Predicting candidate post-translational modifications sites from protein sequence using deep learning.
Heyndrickx Sander, 2025
Proteins in our cells are often modified with chemical tags that can act like on/off switches, controlling virtually every cellular process. Understanding these modifications is crucial for medical research, but current technologies face a major bottleneck. When scientists use advanced instruments called mass spectrometers to identify these modifications, they must search through enormous databases of all possible combinations. Current computers simply cannot handle all the possibilities when looking at different types of modifications simultaneously, making comprehensive analyses practically impossible.
This research developed an approach using artificial intelligence to predict which protein modifications are biologically plausible. Our tool, peptidoform2speclib, focuses only on places AI predicts are likely to occur in real cells.
Our testing showed this approach makes analyses 2-5 times faster while generally maintaining accuracy.

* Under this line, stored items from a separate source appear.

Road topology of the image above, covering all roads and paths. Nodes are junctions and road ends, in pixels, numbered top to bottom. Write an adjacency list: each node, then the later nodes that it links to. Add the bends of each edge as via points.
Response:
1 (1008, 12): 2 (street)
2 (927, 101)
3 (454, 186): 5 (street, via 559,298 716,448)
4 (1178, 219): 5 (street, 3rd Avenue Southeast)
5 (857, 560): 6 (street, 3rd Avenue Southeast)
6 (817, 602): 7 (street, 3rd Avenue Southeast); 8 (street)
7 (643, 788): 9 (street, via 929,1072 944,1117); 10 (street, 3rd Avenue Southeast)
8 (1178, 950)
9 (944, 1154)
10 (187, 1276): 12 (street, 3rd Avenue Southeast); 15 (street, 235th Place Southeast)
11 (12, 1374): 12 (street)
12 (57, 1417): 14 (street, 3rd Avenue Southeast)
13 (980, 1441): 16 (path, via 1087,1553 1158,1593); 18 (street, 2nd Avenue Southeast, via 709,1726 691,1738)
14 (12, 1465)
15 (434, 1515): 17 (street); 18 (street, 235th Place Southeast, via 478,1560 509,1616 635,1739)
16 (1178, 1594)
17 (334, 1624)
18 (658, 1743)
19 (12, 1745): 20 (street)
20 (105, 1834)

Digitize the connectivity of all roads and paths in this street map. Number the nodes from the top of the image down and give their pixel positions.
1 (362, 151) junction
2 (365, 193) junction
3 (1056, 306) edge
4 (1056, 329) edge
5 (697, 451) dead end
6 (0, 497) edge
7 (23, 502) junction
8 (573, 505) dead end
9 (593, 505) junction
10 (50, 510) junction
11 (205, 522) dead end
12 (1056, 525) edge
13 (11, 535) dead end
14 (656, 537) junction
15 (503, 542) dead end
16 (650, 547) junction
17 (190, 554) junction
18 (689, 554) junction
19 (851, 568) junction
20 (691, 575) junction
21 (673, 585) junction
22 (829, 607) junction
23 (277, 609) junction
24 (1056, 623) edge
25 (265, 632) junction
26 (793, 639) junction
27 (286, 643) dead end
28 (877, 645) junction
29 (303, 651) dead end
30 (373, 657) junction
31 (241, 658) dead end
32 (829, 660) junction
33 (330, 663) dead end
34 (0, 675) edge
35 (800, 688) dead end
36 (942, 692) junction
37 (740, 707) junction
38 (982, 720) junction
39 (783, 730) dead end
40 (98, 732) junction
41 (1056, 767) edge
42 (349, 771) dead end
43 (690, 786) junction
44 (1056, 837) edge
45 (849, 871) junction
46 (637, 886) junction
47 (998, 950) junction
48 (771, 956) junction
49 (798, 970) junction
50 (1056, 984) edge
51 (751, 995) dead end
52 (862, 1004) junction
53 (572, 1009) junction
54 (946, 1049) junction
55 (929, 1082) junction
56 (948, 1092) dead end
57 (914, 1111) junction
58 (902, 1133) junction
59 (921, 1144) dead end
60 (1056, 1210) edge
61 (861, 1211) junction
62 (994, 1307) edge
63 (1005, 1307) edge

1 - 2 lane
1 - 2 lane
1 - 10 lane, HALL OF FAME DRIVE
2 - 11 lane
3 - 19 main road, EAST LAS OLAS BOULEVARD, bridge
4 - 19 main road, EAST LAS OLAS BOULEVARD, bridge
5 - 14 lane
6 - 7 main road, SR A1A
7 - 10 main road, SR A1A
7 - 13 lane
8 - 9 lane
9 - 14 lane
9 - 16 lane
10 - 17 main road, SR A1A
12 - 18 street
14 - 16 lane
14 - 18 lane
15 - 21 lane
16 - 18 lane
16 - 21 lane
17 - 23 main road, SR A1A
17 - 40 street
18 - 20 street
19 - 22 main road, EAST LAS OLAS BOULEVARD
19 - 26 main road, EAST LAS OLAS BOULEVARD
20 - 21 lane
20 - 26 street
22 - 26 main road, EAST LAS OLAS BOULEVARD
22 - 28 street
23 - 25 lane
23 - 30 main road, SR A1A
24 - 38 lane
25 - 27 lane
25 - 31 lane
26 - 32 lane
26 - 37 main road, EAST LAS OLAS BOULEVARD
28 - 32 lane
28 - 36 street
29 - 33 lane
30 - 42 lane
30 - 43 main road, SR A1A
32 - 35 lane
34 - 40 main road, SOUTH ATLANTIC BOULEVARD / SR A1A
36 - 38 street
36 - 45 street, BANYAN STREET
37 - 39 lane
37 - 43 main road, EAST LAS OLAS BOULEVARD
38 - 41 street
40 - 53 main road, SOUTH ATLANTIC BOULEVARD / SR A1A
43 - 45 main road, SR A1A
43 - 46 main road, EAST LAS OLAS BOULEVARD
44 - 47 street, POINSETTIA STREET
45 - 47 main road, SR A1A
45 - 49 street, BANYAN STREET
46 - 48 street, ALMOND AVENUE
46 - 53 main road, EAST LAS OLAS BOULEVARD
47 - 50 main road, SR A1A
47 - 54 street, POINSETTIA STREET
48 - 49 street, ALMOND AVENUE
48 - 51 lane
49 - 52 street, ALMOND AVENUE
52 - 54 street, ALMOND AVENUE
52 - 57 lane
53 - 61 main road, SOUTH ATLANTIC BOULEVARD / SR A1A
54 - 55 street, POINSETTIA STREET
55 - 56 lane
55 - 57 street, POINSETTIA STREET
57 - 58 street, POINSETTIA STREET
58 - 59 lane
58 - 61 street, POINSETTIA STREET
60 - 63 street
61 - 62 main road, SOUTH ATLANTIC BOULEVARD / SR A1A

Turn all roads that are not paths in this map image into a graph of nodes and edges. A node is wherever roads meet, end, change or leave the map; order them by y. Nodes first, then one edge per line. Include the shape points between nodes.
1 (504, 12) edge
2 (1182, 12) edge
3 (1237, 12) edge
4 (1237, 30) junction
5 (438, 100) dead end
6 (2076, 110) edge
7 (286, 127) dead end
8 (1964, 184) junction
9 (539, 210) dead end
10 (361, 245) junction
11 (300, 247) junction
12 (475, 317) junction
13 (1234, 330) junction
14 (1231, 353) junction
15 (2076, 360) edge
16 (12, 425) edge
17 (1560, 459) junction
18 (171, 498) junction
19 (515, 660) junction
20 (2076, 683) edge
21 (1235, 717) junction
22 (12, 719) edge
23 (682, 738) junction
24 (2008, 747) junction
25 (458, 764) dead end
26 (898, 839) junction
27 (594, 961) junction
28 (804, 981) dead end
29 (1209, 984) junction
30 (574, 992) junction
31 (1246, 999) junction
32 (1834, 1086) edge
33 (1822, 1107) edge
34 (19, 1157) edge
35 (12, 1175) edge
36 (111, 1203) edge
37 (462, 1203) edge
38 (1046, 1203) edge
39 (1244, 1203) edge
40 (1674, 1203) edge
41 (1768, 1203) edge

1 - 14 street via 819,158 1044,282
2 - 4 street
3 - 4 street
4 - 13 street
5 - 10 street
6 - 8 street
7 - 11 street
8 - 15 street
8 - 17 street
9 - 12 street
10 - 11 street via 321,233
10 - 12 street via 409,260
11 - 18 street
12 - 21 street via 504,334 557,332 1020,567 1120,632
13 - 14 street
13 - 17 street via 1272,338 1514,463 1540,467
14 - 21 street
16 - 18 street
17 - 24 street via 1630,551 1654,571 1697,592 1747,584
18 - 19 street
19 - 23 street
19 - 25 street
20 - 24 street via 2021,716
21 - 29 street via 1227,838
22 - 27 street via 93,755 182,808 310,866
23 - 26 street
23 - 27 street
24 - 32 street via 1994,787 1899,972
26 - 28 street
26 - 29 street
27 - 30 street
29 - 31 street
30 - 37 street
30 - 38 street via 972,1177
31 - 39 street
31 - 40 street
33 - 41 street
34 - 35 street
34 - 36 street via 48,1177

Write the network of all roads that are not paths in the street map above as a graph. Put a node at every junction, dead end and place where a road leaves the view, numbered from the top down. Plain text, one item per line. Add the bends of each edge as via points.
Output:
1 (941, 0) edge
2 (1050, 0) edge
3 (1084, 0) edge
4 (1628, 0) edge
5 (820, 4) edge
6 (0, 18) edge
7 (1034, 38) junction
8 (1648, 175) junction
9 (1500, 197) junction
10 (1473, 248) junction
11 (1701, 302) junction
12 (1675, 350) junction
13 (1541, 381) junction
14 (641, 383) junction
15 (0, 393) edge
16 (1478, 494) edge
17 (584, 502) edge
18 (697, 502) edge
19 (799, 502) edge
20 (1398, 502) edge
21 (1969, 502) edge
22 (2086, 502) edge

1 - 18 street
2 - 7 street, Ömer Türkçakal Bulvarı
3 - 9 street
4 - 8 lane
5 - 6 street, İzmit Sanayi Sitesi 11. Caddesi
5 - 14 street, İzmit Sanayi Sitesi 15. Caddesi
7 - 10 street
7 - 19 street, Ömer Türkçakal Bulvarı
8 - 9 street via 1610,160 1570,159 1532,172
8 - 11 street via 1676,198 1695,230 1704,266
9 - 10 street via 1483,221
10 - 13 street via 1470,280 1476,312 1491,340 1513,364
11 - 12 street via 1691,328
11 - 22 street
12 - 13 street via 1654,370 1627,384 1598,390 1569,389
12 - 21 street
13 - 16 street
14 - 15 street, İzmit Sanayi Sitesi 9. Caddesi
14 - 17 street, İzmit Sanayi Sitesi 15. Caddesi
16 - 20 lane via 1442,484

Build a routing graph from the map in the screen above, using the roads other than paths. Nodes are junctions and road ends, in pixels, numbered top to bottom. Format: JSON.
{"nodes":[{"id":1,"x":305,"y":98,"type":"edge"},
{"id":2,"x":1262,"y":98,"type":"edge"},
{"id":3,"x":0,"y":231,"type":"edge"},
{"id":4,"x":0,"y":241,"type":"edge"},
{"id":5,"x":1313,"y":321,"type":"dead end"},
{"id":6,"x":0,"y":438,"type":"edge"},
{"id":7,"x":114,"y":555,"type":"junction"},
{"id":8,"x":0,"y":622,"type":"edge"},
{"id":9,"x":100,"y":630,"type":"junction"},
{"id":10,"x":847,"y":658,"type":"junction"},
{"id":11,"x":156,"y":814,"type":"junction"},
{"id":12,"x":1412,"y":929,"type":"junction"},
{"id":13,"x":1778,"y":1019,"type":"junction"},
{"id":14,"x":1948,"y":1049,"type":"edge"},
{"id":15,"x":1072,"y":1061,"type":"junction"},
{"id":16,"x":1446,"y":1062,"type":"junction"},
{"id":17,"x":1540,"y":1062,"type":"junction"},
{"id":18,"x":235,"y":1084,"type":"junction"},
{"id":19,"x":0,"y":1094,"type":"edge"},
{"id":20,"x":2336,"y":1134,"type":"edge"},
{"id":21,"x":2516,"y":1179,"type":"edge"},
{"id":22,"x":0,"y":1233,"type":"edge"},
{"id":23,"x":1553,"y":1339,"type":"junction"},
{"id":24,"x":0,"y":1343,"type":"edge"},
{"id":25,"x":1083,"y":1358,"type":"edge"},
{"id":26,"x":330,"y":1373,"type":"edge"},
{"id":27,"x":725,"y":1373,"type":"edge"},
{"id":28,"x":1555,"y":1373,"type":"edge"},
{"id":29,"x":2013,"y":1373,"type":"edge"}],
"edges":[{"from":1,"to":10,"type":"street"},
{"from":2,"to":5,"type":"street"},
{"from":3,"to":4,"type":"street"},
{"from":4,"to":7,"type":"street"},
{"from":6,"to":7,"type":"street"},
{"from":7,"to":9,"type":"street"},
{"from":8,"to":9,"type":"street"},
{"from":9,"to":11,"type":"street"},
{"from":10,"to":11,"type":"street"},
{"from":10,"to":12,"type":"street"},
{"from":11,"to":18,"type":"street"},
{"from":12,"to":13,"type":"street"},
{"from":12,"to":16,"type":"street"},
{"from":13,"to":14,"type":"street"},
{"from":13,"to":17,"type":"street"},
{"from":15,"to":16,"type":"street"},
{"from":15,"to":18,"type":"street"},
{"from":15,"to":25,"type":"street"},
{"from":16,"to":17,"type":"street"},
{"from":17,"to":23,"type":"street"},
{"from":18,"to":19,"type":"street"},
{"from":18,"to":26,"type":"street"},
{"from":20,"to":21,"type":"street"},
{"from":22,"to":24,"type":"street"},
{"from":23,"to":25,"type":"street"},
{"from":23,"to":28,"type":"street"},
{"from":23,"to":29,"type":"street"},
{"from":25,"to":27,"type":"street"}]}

More importantly, our filtering strategy enables analyses where computers previously couldn't handle the computational load. Though we discovered unexpected complexities in how search programs interpret data with different database compositions, our method still potentially delivers significant performance improvements.
The societal impact extends to medical research and drug development. This strategy finds new modifications sites with less computational cost and makes previously impossible searches possible. This could help uncover unknown places where modification can occur and show how different modifications influence each other in cells. Such understanding will help develop diagnostics and therapies for diseases, potentially contributing to medical breakthroughs that improve human health.
| Promotor | Robbin Bouwmeester |
| Opleiding | Biomedische Wetenschappen |
| Domein | Systems Biology |
| Kernwoorden | Deep learning protein modifications LC-MS/MS data-independent acquisition |